• **Exercise goal**
I'd like the entries reproduced exactly, with the images omitted.

• **Excerpted records**
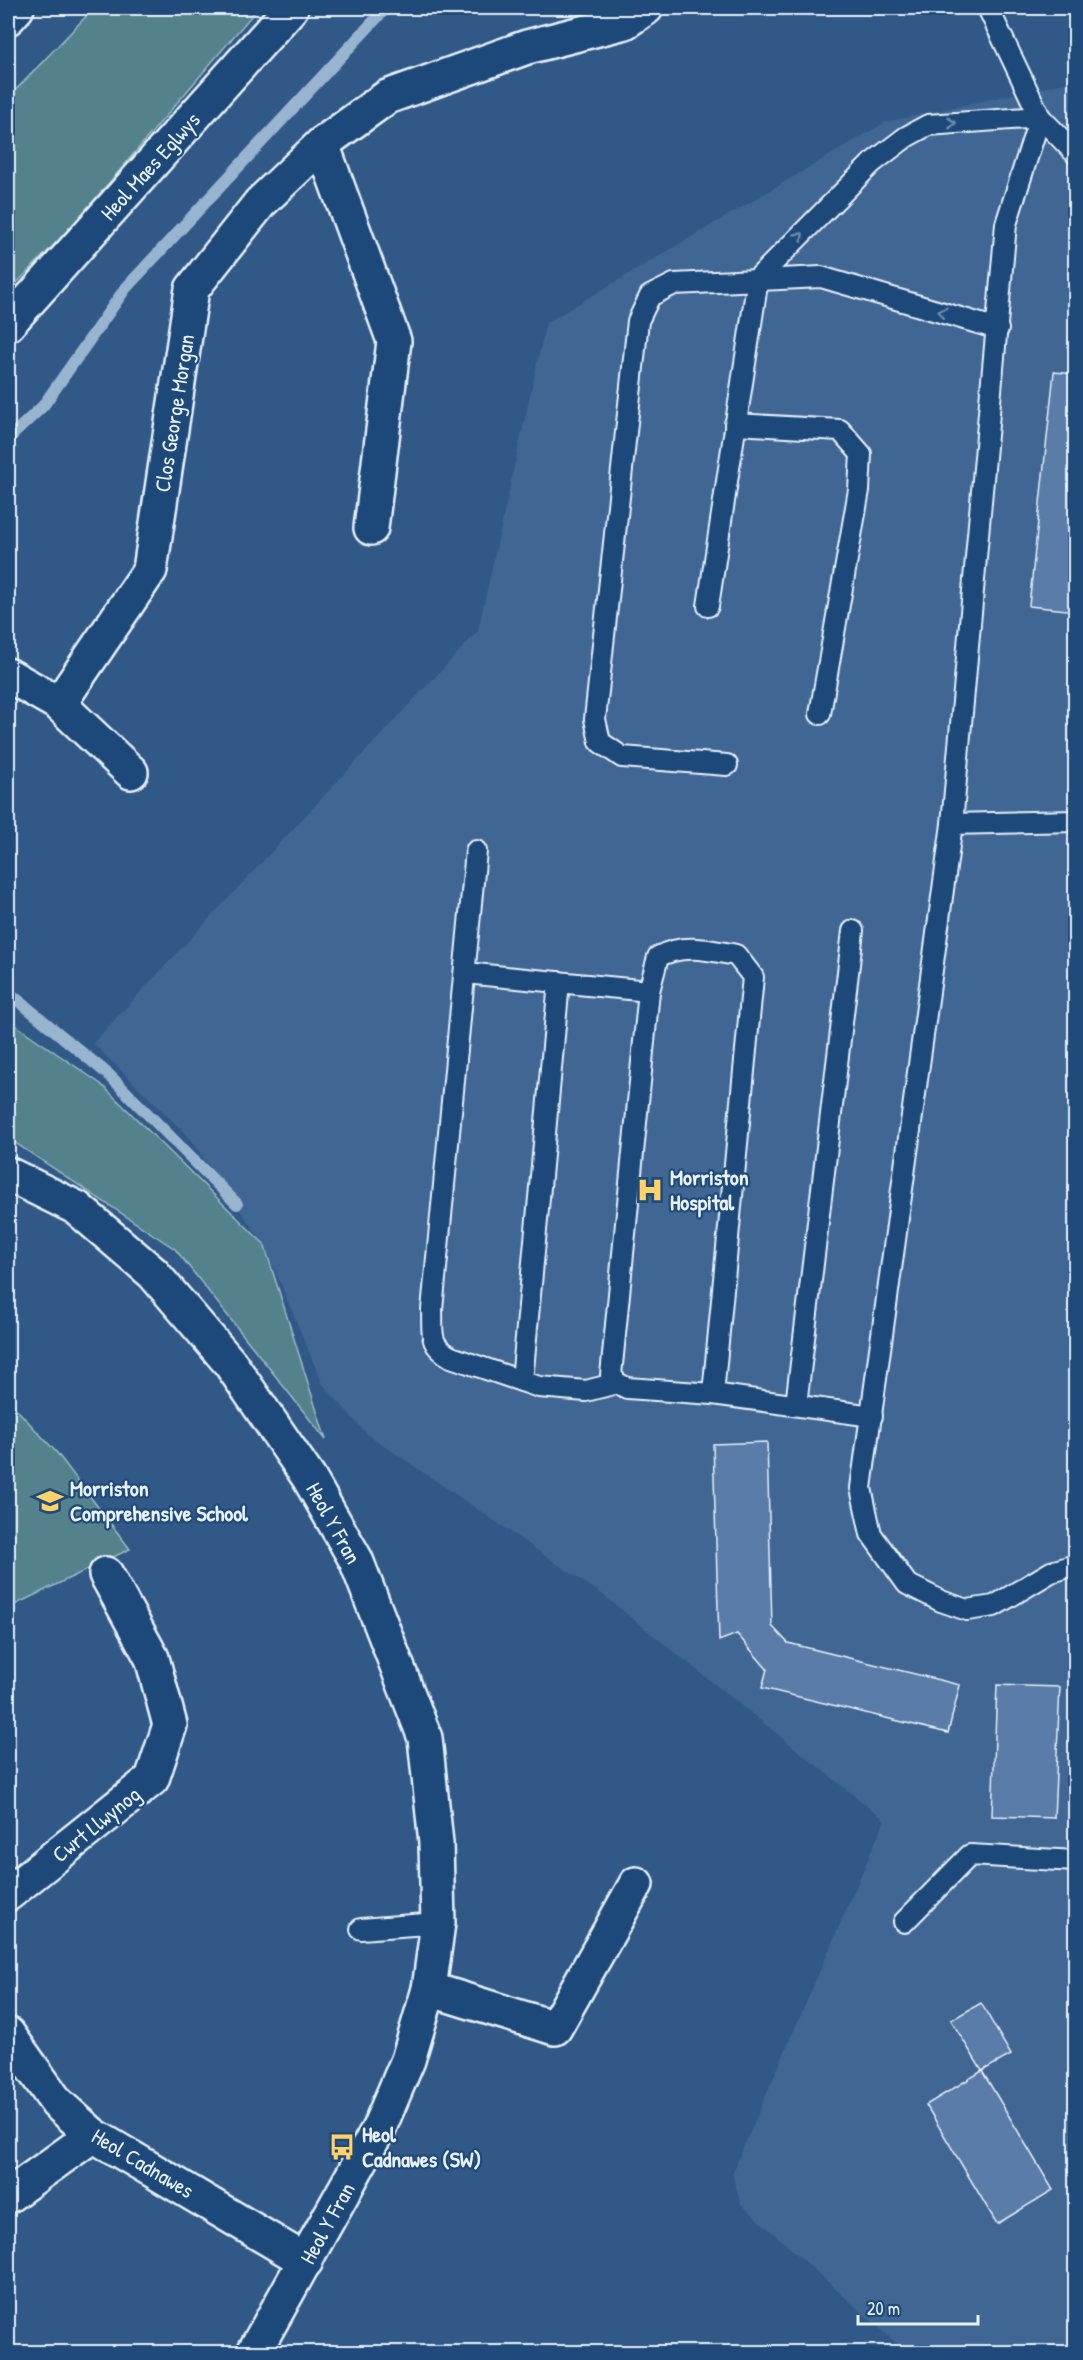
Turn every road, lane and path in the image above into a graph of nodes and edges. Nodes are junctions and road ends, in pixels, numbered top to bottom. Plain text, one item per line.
1 (17, 8) edge
2 (291, 8) edge
3 (646, 8) edge
4 (988, 8) edge
5 (8, 18) edge
6 (1040, 117) junction
7 (322, 144) junction
8 (1076, 154) edge
9 (758, 278) junction
10 (8, 324) edge
11 (998, 329) junction
12 (735, 424) junction
13 (371, 528) dead end
14 (708, 606) dead end
15 (8, 675) edge
16 (59, 704) junction
17 (820, 714) dead end
18 (727, 765) dead end
19 (131, 772) dead end
20 (1076, 821) edge
21 (952, 824) junction
22 (476, 851) dead end
23 (853, 931) dead end
24 (465, 973) junction
25 (559, 982) junction
26 (650, 991) junction
27 (8, 1174) edge
28 (522, 1381) junction
29 (617, 1383) junction
30 (713, 1394) junction
31 (796, 1404) junction
32 (873, 1416) junction
33 (1076, 1565) edge
34 (106, 1574) dead end
35 (1076, 1861) edge
36 (636, 1884) dead end
37 (8, 1894) edge
38 (904, 1922) dead end
39 (438, 1923) junction
40 (361, 1929) dead end
41 (429, 1989) junction
42 (8, 2034) edge
43 (93, 2135) junction
44 (8, 2196) edge
45 (306, 2261) junction
46 (254, 2352) edge

1 - 5 main road
2 - 10 main road, Heol Maes Eglwys
3 - 7 main road, Clos George Morgan
4 - 6 lane
6 - 8 lane
9 -> 6 lane
6 - 11 lane
7 - 13 main road
7 - 16 main road, Clos George Morgan
11 -> 9 lane
9 - 12 lane
9 - 18 lane
11 - 21 lane
12 - 14 lane
12 - 17 lane
15 - 16 main road
16 - 19 main road
20 - 21 lane
21 - 32 lane
22 - 24 lane
23 - 31 lane
24 - 25 lane
24 - 28 lane
25 - 26 lane
25 - 28 lane
26 - 29 lane
26 - 30 lane
27 - 39 main road, Heol Y Fran
28 - 29 lane
29 - 30 lane
30 - 31 lane
31 - 32 lane
32 - 33 lane
34 - 37 main road, Cwrt Llwynog
35 - 38 lane
36 - 41 main road
39 - 40 lane
39 - 41 main road, Heol Y Fran
41 - 45 main road, Heol Y Fran
42 - 43 main road, Heol Cadnawes
43 - 44 main road
43 - 45 main road, Heol Cadnawes
45 - 46 main road, Heol Y Fran

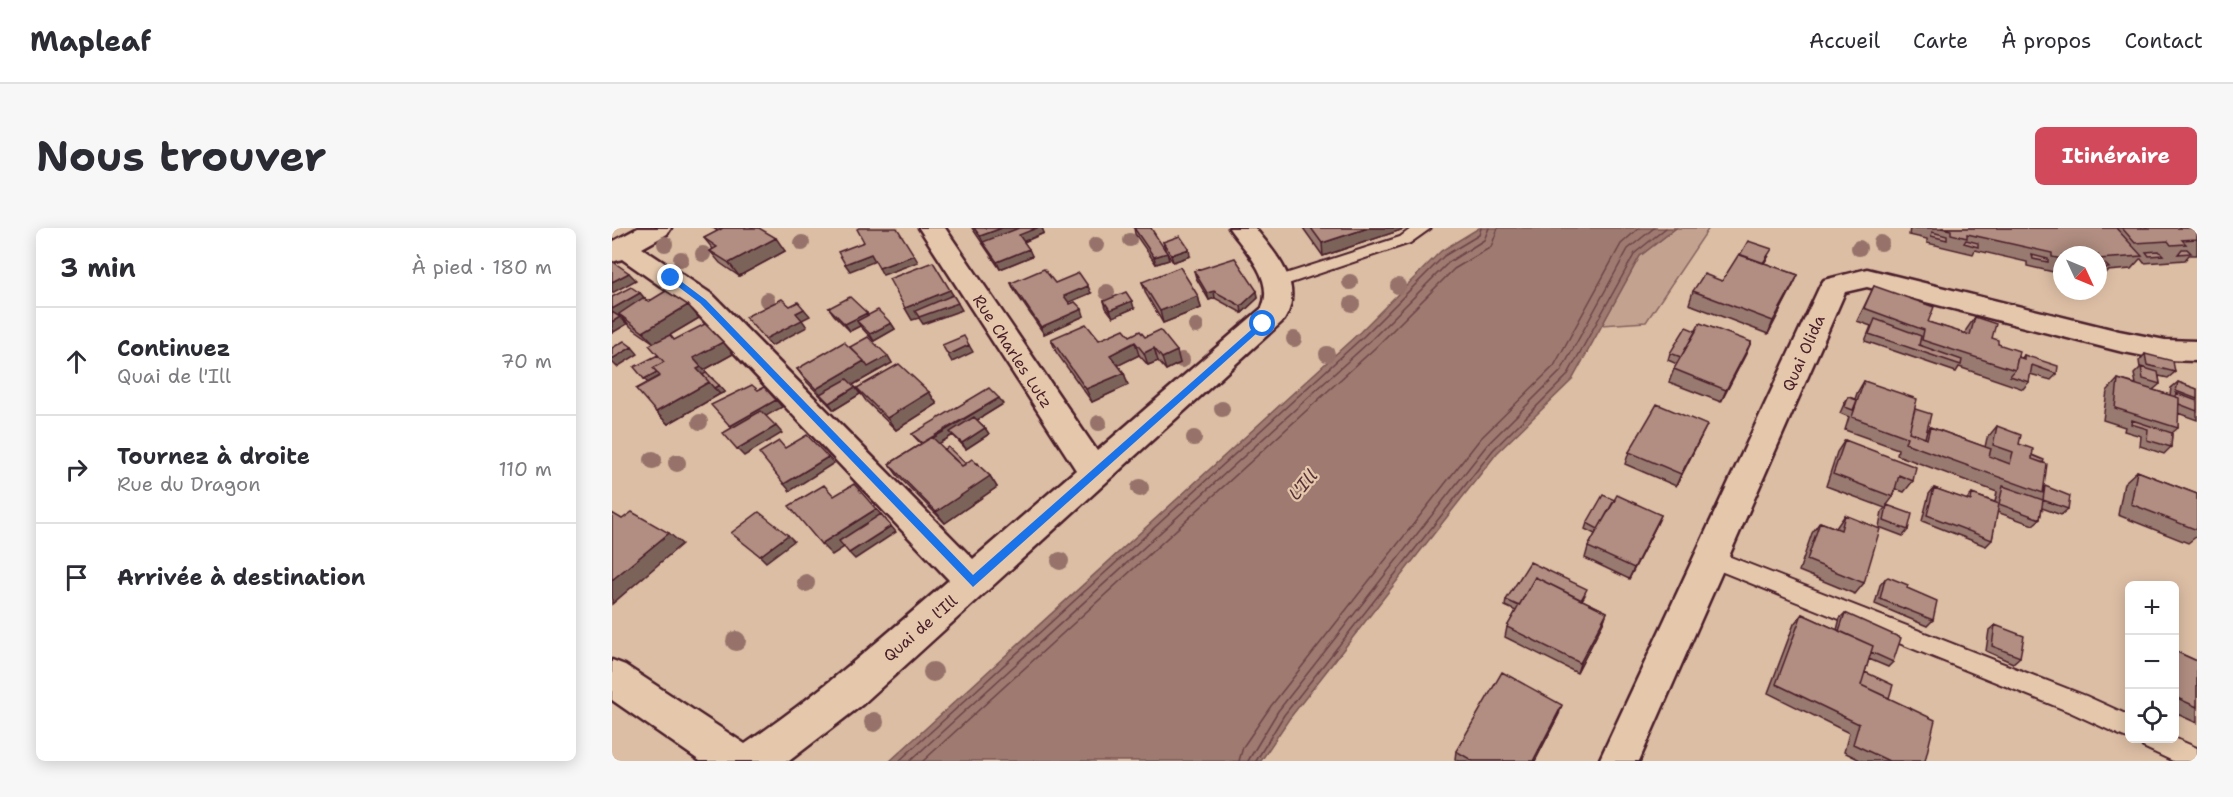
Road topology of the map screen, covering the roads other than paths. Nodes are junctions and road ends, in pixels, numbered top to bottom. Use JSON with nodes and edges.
{"nodes":[{"id":1,"x":658,"y":228,"type":"edge"},
{"id":2,"x":932,"y":228,"type":"edge"},
{"id":3,"x":1242,"y":228,"type":"edge"},
{"id":4,"x":1424,"y":228,"type":"edge"},
{"id":5,"x":618,"y":250,"type":"edge"},
{"id":6,"x":1279,"y":282,"type":"junction"},
{"id":7,"x":2197,"y":351,"type":"edge"},
{"id":8,"x":1095,"y":473,"type":"junction"},
{"id":9,"x":1710,"y":558,"type":"junction"},
{"id":10,"x":973,"y":582,"type":"junction"},
{"id":11,"x":612,"y":678,"type":"edge"},
{"id":12,"x":2125,"y":726,"type":"edge"},
{"id":13,"x":2161,"y":743,"type":"edge"},
{"id":14,"x":2197,"y":760,"type":"edge"},
{"id":15,"x":735,"y":761,"type":"edge"},
{"id":16,"x":755,"y":761,"type":"edge"},
{"id":17,"x":1619,"y":761,"type":"edge"}],
"edges":[{"from":1,"to":5,"type":"street"},
{"from":2,"to":8,"type":"street","name":"Rue Charles Lutz"},
{"from":3,"to":6,"type":"street"},
{"from":4,"to":6,"type":"lane"},
{"from":5,"to":10,"type":"street"},
{"from":6,"to":8,"type":"street","name":"Quai de l'Ill"},
{"from":7,"to":9,"type":"street","name":"Quai Olida"},
{"from":8,"to":10,"type":"street","name":"Quai de l'Ill"},
{"from":9,"to":12,"type":"lane"},
{"from":9,"to":17,"type":"street","name":"Quai Olida"},
{"from":10,"to":16,"type":"street","name":"Quai de l'Ill"},
{"from":11,"to":15,"type":"street"},
{"from":13,"to":14,"type":"lane"}]}
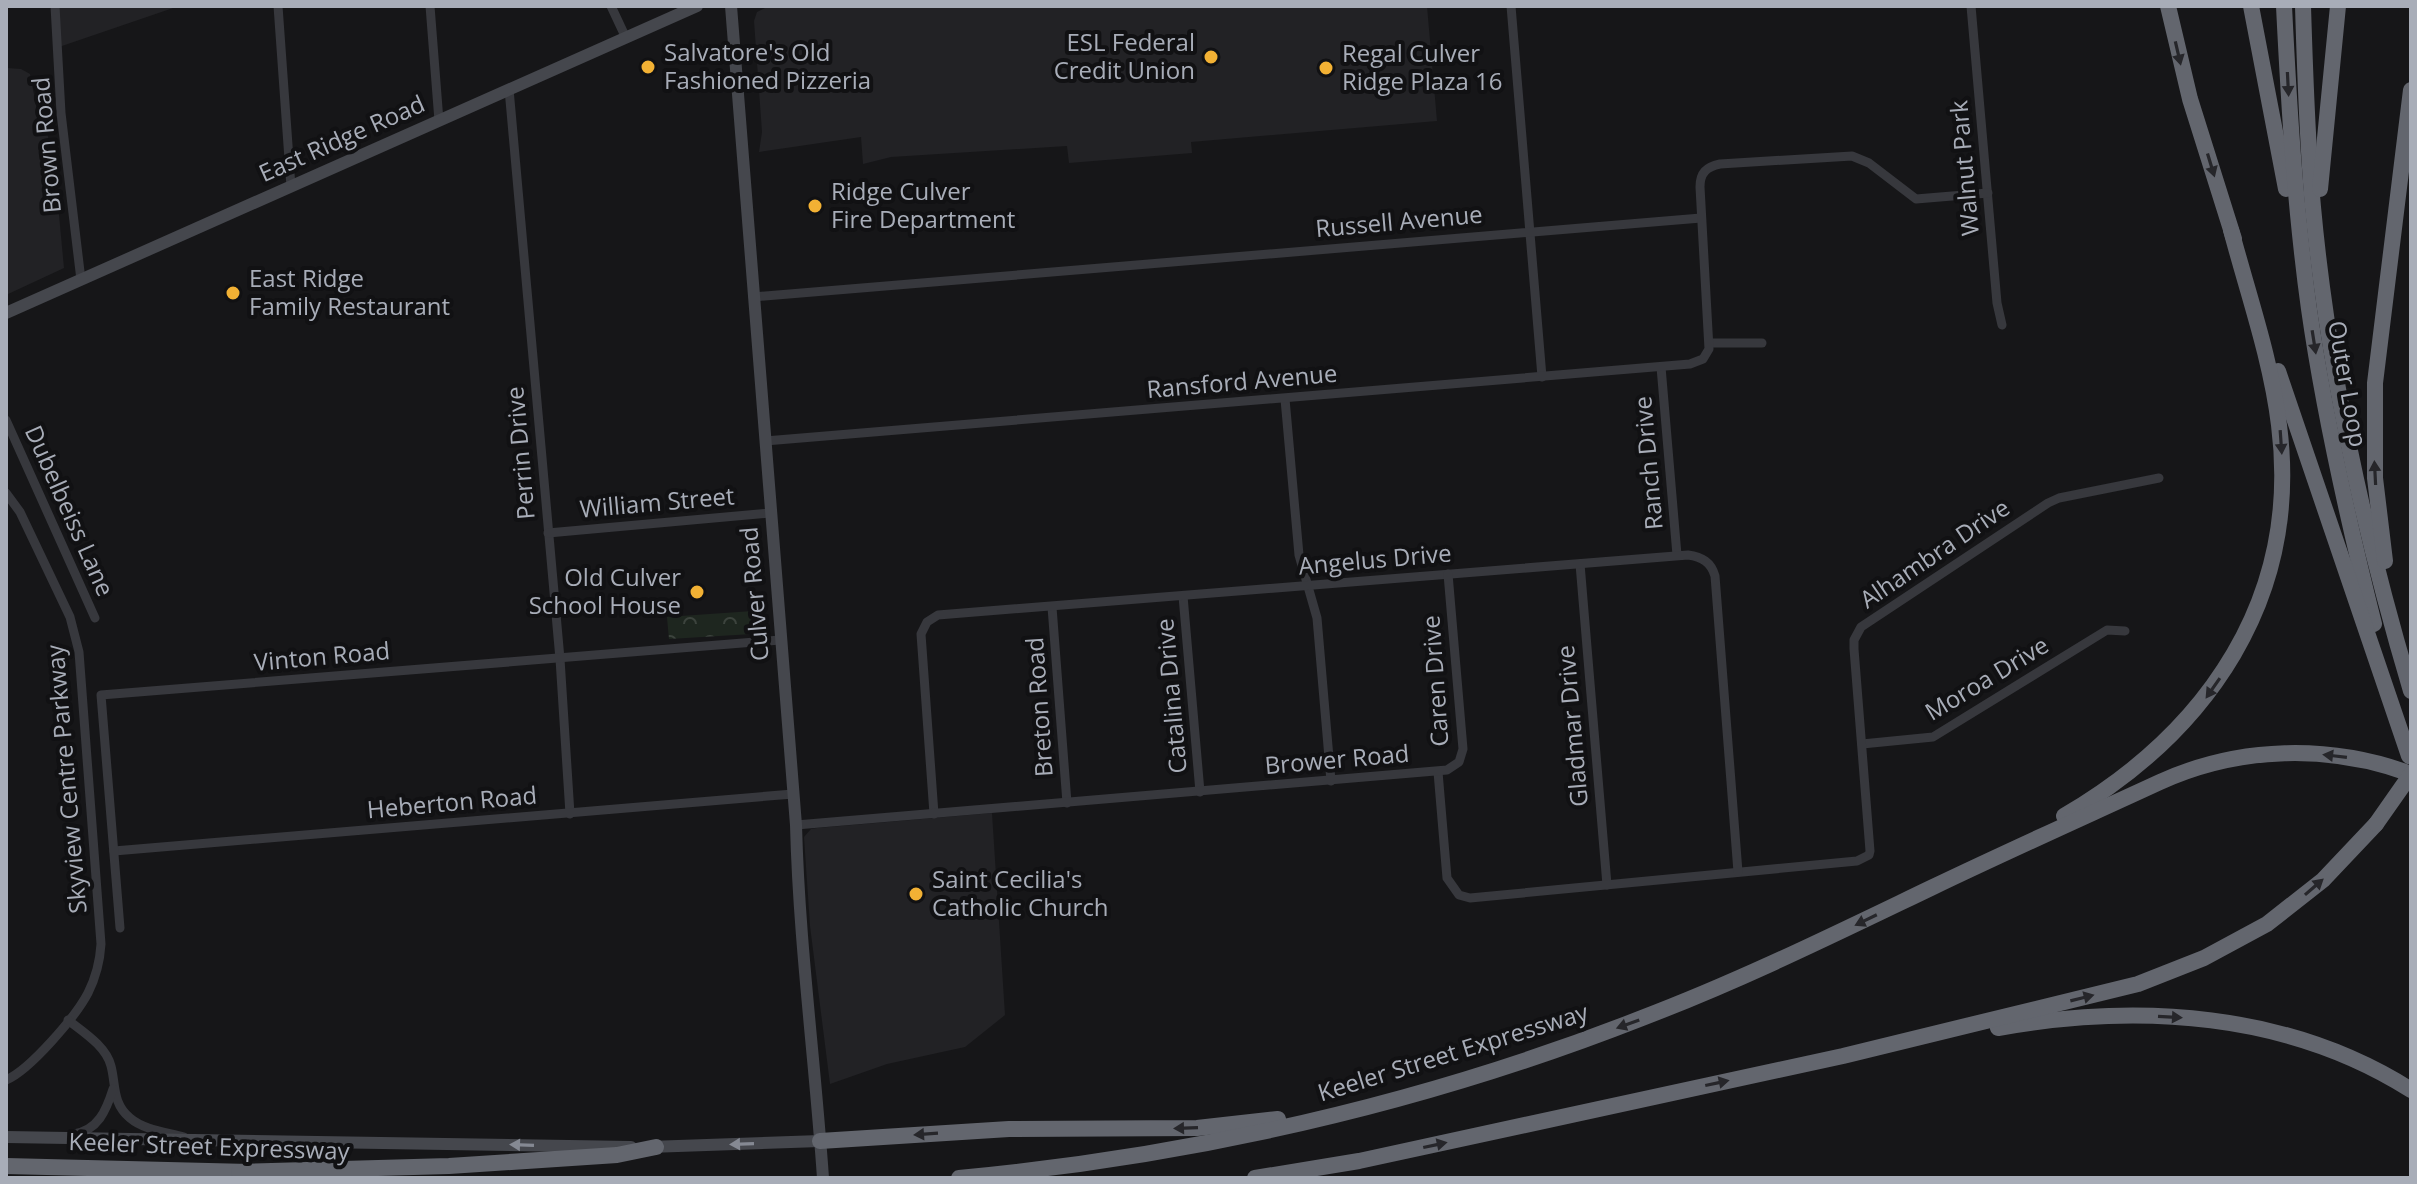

• **Response**
Turn every road, lane and path in the image above into a graph of nodes and edges. Nodes are junctions and road ends, in pixels, numbered top to bottom. Plain text, one item per line.
1 (17, 8) edge
2 (291, 8) edge
3 (646, 8) edge
4 (988, 8) edge
5 (8, 18) edge
6 (1040, 117) junction
7 (322, 144) junction
8 (1076, 154) edge
9 (758, 278) junction
10 (8, 324) edge
11 (998, 329) junction
12 (735, 424) junction
13 (371, 528) dead end
14 (708, 606) dead end
15 (8, 675) edge
16 (59, 704) junction
17 (820, 714) dead end
18 (727, 765) dead end
19 (131, 772) dead end
20 (1076, 821) edge
21 (952, 824) junction
22 (476, 851) dead end
23 (853, 931) dead end
24 (465, 973) junction
25 (559, 982) junction
26 (650, 991) junction
27 (8, 1174) edge
28 (522, 1381) junction
29 (617, 1383) junction
30 (713, 1394) junction
31 (796, 1404) junction
32 (873, 1416) junction
33 (1076, 1565) edge
34 (106, 1574) dead end
35 (1076, 1861) edge
36 (636, 1884) dead end
37 (8, 1894) edge
38 (904, 1922) dead end
39 (438, 1923) junction
40 (361, 1929) dead end
41 (429, 1989) junction
42 (8, 2034) edge
43 (93, 2135) junction
44 (8, 2196) edge
45 (306, 2261) junction
46 (254, 2352) edge

1 - 5 main road
2 - 10 main road, Heol Maes Eglwys
3 - 7 main road, Clos George Morgan
4 - 6 lane
6 - 8 lane
9 -> 6 lane
6 - 11 lane
7 - 13 main road
7 - 16 main road, Clos George Morgan
11 -> 9 lane
9 - 12 lane
9 - 18 lane
11 - 21 lane
12 - 14 lane
12 - 17 lane
15 - 16 main road
16 - 19 main road
20 - 21 lane
21 - 32 lane
22 - 24 lane
23 - 31 lane
24 - 25 lane
24 - 28 lane
25 - 26 lane
25 - 28 lane
26 - 29 lane
26 - 30 lane
27 - 39 main road, Heol Y Fran
28 - 29 lane
29 - 30 lane
30 - 31 lane
31 - 32 lane
32 - 33 lane
34 - 37 main road, Cwrt Llwynog
35 - 38 lane
36 - 41 main road
39 - 40 lane
39 - 41 main road, Heol Y Fran
41 - 45 main road, Heol Y Fran
42 - 43 main road, Heol Cadnawes
43 - 44 main road
43 - 45 main road, Heol Cadnawes
45 - 46 main road, Heol Y Fran

Road topology of the map screen, covering the roads other than paths. Nodes are junctions and road ends, in pixels, numbered top to bottom. Use JSON with nodes and edges.
{"nodes":[{"id":1,"x":658,"y":228,"type":"edge"},
{"id":2,"x":932,"y":228,"type":"edge"},
{"id":3,"x":1242,"y":228,"type":"edge"},
{"id":4,"x":1424,"y":228,"type":"edge"},
{"id":5,"x":618,"y":250,"type":"edge"},
{"id":6,"x":1279,"y":282,"type":"junction"},
{"id":7,"x":2197,"y":351,"type":"edge"},
{"id":8,"x":1095,"y":473,"type":"junction"},
{"id":9,"x":1710,"y":558,"type":"junction"},
{"id":10,"x":973,"y":582,"type":"junction"},
{"id":11,"x":612,"y":678,"type":"edge"},
{"id":12,"x":2125,"y":726,"type":"edge"},
{"id":13,"x":2161,"y":743,"type":"edge"},
{"id":14,"x":2197,"y":760,"type":"edge"},
{"id":15,"x":735,"y":761,"type":"edge"},
{"id":16,"x":755,"y":761,"type":"edge"},
{"id":17,"x":1619,"y":761,"type":"edge"}],
"edges":[{"from":1,"to":5,"type":"street"},
{"from":2,"to":8,"type":"street","name":"Rue Charles Lutz"},
{"from":3,"to":6,"type":"street"},
{"from":4,"to":6,"type":"lane"},
{"from":5,"to":10,"type":"street"},
{"from":6,"to":8,"type":"street","name":"Quai de l'Ill"},
{"from":7,"to":9,"type":"street","name":"Quai Olida"},
{"from":8,"to":10,"type":"street","name":"Quai de l'Ill"},
{"from":9,"to":12,"type":"lane"},
{"from":9,"to":17,"type":"street","name":"Quai Olida"},
{"from":10,"to":16,"type":"street","name":"Quai de l'Ill"},
{"from":11,"to":15,"type":"street"},
{"from":13,"to":14,"type":"lane"}]}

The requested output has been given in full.